Cornell engineers used precisely timed laser pulses to control changeable properties in a quantum material, pioneering a method that may have wide applications across a class of materials with immense technological interest.
Postdoctoral researcher Oleg Gorobtsov is co-lead author of "Femtosecond Control of Phonon Dynamic Near a Magnetic Order Critical Point," published May 17 in Nature Communications. Gorobtsov works in the lab of senior author Andrej Singer, assistant professor of materials science and engineering in the College of Engineering.
The engineers used femtosecond laser pulses aimed at specific points in a thin metal film with magnetic order to control the material's transient phonon state - the vibrational motion in which the material's atoms oscillate. The technique gives physicists another tool in the quest to control quantum materials at their natural time and length scales, Gorobtsov said.

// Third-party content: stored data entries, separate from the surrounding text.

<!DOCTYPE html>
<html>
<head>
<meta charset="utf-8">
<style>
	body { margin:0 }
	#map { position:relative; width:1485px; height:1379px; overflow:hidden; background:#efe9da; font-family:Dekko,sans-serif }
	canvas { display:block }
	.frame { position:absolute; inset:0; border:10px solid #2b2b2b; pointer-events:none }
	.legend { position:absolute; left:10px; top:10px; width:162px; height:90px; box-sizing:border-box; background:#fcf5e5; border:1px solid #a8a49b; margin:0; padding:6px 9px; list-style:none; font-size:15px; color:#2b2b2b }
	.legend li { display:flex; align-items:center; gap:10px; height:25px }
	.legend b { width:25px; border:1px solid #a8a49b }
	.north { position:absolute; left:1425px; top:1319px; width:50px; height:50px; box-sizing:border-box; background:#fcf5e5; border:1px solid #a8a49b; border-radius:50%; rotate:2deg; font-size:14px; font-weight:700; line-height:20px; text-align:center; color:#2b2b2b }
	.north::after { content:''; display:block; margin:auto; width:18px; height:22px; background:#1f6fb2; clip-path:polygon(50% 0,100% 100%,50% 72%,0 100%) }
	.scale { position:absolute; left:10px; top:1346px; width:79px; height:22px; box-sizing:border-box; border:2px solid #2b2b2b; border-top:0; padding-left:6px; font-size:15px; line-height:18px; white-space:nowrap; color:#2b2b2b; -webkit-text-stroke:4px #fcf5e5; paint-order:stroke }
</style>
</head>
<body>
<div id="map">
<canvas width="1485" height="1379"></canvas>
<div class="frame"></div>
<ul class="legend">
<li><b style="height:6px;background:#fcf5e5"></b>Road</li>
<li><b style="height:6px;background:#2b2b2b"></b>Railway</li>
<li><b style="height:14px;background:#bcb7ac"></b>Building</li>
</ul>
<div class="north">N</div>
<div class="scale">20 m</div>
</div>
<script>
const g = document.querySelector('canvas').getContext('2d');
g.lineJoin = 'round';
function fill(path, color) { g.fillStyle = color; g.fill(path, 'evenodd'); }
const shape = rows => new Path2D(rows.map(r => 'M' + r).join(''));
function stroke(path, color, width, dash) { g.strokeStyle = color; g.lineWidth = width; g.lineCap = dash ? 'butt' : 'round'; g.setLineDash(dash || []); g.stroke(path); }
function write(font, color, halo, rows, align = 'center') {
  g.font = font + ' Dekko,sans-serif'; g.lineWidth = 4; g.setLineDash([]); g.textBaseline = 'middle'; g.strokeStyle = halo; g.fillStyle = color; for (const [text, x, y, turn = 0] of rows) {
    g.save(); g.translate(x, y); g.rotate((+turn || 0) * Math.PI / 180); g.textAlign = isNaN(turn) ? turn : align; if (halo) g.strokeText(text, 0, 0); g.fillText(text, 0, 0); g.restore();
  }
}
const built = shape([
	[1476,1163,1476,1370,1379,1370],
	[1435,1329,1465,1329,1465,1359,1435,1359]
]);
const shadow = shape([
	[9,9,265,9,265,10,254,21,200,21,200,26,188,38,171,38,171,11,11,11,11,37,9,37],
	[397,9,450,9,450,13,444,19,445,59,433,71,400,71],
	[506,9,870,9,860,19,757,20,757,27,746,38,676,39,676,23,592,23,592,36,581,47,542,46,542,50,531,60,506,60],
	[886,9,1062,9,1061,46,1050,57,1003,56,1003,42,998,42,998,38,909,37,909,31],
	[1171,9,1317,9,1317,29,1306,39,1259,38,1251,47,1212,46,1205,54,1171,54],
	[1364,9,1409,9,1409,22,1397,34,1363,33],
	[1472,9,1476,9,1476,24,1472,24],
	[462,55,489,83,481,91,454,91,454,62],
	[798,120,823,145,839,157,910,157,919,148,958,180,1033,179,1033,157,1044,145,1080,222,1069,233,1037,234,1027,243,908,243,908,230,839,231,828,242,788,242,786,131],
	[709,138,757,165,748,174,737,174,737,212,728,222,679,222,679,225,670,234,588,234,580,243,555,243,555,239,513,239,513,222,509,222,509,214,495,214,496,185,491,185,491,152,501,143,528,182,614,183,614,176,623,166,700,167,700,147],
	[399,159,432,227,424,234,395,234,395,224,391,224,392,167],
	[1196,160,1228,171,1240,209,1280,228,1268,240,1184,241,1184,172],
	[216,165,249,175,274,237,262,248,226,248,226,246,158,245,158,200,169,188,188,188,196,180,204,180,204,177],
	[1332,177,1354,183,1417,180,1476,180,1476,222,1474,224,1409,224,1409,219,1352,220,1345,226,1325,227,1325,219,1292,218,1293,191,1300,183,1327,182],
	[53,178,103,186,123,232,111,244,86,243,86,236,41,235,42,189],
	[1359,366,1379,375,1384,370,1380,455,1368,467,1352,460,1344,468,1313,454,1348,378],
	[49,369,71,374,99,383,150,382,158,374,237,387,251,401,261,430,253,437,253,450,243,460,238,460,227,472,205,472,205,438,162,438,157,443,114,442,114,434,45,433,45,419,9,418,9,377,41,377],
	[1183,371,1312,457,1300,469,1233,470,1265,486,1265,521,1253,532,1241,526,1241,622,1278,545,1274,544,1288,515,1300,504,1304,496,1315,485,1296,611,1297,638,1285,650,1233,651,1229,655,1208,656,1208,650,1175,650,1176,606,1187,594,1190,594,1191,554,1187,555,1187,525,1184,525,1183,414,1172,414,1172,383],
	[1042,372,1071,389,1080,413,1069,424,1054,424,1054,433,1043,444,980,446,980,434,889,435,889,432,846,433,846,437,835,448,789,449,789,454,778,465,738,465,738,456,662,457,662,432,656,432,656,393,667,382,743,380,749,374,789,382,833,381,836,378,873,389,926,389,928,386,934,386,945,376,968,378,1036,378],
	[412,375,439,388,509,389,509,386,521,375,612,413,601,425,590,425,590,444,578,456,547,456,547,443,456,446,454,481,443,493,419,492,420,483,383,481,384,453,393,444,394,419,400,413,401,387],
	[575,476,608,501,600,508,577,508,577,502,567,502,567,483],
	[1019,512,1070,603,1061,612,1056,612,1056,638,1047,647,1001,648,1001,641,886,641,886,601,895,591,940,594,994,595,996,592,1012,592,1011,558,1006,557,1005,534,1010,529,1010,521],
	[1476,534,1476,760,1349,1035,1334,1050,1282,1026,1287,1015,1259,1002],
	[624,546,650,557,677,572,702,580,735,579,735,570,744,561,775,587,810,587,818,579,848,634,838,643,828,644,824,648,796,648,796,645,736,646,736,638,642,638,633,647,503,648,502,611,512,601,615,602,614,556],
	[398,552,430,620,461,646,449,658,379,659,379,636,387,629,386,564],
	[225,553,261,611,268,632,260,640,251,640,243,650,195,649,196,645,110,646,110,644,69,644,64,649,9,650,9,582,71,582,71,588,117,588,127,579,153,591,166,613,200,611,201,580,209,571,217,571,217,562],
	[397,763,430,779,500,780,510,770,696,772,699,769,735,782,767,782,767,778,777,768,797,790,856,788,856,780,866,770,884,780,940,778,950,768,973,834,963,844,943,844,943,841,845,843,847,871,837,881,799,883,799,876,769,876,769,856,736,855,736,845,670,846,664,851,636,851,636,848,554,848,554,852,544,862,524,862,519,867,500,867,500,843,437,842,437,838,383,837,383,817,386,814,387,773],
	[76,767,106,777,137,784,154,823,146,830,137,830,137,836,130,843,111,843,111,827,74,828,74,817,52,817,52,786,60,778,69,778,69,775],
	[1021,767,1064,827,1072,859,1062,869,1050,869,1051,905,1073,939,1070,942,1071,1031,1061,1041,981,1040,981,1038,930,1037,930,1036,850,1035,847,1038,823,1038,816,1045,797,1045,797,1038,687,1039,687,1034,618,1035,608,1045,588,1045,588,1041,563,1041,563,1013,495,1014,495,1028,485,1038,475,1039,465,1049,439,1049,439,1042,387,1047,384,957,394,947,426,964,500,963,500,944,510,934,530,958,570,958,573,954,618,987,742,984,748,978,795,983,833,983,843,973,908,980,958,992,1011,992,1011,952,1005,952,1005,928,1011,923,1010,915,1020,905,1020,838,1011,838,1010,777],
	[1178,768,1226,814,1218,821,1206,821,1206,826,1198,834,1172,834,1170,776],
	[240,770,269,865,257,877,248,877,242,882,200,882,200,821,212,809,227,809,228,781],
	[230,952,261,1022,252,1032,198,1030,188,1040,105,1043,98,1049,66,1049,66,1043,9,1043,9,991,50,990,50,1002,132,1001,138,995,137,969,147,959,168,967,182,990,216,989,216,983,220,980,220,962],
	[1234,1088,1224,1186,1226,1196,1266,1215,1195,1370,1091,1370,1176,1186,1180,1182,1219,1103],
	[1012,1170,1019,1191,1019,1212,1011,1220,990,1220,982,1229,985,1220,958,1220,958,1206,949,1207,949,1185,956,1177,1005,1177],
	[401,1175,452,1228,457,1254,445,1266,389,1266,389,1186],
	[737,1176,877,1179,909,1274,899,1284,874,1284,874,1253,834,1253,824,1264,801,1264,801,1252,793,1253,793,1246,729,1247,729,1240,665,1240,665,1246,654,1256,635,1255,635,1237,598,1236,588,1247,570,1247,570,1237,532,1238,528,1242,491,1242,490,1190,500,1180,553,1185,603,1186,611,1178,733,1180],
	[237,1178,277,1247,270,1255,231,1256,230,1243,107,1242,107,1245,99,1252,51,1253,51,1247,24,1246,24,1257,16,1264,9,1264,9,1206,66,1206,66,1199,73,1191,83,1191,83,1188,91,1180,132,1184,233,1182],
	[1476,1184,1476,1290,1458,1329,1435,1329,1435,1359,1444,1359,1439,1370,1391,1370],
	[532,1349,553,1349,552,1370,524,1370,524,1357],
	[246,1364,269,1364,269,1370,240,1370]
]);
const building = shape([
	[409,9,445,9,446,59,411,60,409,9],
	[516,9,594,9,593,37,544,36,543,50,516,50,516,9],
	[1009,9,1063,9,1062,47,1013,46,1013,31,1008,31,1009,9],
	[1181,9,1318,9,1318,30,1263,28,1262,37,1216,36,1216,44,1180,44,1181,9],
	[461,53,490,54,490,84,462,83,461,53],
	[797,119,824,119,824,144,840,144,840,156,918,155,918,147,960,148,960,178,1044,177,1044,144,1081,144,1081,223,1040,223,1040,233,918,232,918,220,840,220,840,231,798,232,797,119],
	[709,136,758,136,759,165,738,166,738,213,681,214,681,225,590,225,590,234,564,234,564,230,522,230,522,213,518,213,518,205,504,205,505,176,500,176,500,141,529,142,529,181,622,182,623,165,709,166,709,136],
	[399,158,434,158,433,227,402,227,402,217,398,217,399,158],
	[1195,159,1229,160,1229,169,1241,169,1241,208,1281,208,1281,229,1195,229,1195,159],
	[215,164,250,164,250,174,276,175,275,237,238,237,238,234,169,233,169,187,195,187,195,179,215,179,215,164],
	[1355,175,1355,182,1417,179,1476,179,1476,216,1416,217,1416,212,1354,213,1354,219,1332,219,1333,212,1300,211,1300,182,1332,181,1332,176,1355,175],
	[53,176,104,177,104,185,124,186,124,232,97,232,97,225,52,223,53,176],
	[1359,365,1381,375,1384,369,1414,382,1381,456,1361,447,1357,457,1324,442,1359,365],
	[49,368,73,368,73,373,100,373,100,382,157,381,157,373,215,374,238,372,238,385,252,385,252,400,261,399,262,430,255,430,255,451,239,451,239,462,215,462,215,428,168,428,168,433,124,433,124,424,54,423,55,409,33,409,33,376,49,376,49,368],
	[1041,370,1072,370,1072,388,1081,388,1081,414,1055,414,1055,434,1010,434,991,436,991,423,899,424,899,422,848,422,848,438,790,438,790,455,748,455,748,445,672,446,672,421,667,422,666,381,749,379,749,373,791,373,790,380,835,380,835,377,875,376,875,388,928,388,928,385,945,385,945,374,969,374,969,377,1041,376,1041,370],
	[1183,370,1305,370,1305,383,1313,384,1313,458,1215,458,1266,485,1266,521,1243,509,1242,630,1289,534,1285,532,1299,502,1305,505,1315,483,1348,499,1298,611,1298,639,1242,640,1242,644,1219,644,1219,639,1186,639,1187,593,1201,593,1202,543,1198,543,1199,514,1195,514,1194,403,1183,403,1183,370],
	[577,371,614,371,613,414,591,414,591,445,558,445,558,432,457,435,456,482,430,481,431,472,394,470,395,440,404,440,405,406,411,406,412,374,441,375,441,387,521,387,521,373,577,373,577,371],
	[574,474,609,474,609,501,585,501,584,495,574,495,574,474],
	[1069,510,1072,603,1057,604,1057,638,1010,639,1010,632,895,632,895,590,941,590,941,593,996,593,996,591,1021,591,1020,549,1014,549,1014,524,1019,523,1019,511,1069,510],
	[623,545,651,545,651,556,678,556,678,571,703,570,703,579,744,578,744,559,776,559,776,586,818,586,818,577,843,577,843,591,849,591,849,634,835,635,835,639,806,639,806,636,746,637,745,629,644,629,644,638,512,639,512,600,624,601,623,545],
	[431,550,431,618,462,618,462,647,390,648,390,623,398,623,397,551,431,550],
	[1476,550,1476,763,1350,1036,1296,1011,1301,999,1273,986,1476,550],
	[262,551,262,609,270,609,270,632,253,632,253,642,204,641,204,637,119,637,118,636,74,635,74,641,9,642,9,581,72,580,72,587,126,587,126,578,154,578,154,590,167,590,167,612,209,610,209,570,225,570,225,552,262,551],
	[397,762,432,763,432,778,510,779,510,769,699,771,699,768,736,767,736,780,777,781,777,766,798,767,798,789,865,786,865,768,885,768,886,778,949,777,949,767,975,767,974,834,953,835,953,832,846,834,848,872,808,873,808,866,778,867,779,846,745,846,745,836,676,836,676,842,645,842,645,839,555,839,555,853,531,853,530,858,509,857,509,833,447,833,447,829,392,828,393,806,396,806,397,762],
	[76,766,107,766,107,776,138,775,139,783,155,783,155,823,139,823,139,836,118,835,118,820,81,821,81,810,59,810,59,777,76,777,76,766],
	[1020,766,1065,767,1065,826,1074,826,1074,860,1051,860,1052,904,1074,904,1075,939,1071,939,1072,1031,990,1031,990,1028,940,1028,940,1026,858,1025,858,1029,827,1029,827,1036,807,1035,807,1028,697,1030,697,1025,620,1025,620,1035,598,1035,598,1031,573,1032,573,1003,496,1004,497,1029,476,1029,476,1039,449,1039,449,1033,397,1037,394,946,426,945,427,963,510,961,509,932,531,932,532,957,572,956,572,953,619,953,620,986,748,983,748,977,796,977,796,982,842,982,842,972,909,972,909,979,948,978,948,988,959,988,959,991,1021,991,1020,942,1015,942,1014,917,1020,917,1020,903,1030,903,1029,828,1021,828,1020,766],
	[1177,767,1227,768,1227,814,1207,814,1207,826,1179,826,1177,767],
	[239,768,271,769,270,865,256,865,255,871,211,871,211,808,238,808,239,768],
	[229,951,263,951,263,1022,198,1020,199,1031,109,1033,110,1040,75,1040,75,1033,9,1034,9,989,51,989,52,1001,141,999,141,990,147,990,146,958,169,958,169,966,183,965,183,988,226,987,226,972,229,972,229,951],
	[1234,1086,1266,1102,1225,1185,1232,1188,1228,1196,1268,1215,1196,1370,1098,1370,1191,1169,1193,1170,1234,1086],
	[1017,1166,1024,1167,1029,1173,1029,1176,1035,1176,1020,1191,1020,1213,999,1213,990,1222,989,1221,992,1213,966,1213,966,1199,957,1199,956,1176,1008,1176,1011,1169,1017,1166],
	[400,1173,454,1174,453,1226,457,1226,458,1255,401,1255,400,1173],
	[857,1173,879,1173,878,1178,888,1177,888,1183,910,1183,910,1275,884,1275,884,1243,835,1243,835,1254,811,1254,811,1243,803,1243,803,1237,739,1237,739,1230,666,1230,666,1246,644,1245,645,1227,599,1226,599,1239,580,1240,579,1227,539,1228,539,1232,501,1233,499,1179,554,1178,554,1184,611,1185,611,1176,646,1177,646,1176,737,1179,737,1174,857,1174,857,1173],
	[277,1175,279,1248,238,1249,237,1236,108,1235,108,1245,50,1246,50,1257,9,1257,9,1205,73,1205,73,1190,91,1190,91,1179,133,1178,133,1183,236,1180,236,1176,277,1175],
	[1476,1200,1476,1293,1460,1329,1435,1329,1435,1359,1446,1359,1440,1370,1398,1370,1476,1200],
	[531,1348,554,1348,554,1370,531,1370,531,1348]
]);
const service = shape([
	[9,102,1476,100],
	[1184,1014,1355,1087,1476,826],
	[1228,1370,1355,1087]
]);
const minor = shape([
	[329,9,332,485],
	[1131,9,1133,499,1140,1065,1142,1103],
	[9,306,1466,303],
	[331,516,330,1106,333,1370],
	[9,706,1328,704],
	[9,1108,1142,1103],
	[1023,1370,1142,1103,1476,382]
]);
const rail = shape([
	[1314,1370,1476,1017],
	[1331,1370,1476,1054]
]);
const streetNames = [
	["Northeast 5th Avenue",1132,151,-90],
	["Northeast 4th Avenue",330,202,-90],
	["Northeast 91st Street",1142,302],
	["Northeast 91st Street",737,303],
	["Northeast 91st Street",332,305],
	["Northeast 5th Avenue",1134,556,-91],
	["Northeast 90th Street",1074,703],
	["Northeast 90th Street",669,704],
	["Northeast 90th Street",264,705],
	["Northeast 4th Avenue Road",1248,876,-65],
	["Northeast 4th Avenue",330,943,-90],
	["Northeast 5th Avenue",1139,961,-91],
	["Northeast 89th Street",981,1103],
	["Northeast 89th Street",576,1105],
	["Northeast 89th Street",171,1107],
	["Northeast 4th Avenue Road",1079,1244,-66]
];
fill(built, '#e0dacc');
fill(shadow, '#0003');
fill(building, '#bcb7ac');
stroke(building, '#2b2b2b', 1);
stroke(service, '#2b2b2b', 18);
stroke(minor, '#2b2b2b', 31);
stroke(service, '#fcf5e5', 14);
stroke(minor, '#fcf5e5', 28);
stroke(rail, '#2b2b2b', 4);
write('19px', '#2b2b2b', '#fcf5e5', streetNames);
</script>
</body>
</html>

"Technology is moving into the direction of ever-faster switching between different states of a material," he said. "Lasers currently offer speeds as fast as one millionth of one billionth (a quadrillionth) of a second. During this switching, detrimental or beneficial non-equilibrium atomic vibrations, or phonons, often arise."
This method of using multiple photoexcitations to initiate and then either extinguish or control these transitional vibrational states in a material with magnetic order shows qualitatively how phonon dynamics can be controlled using laser pulses.
The work was carried out at the Linac Coherent Light Source at the SLAC National Accelerator Laboratory in Palo Alto, California. Gorobtsov and Singer ran the experiment at the SLAC facility because its X-ray equipment gave them the ability to precisely measure the material's changes in transitional states.
"Obviously, when these materials are used in real devices, we cannot put a state-of-the-art X-ray source inside to measure the material response," Gorobtsov said. "However, the unique information from an X-ray free electron laser lets us build a fundamental quantitative model of ultrafast transitions in this material."
Having this quantitative model will enable researchers to predict the behavior of elemental chromium, the paradigmatic quantum material used in this study, as well as that of many related materials.
This experiment grew out of an earlier study Singer ran, in which he showed that a single laser pulse could initiate a transitional vibrational state in a quantum material.
"We saw that a laser pulse induces an extraordinarily strong response," Singer said, "and that led us to believe that multiple pulses would offer a unique opportunity to control the magnetic quantum material. Dr. Gorobtsov's experiment shows that our hypothesis was correct."
Gorobtsov and Singer see possible applications in the field of spintronics - the study of an electron's intrinsic spin, its magnetic moment and its charge in solid-state devices. Being able to induce, control and extinguish changes in spin states with precision would have implications in energy harvesting and storage, and in data storage and transfer.
"It is hard to imagine the full range of applications," Singer said, "but the new fundamental understanding holds promise for new advances in ultrafast science and technology."
Co-authors include researchers from the Italian Institute of Technology and the University of California, San Diego. The research was supported by the U.S. Department of Energy's Office of Basic Energy Sciences.
Chris Dawson is a writer for the College of Engineering.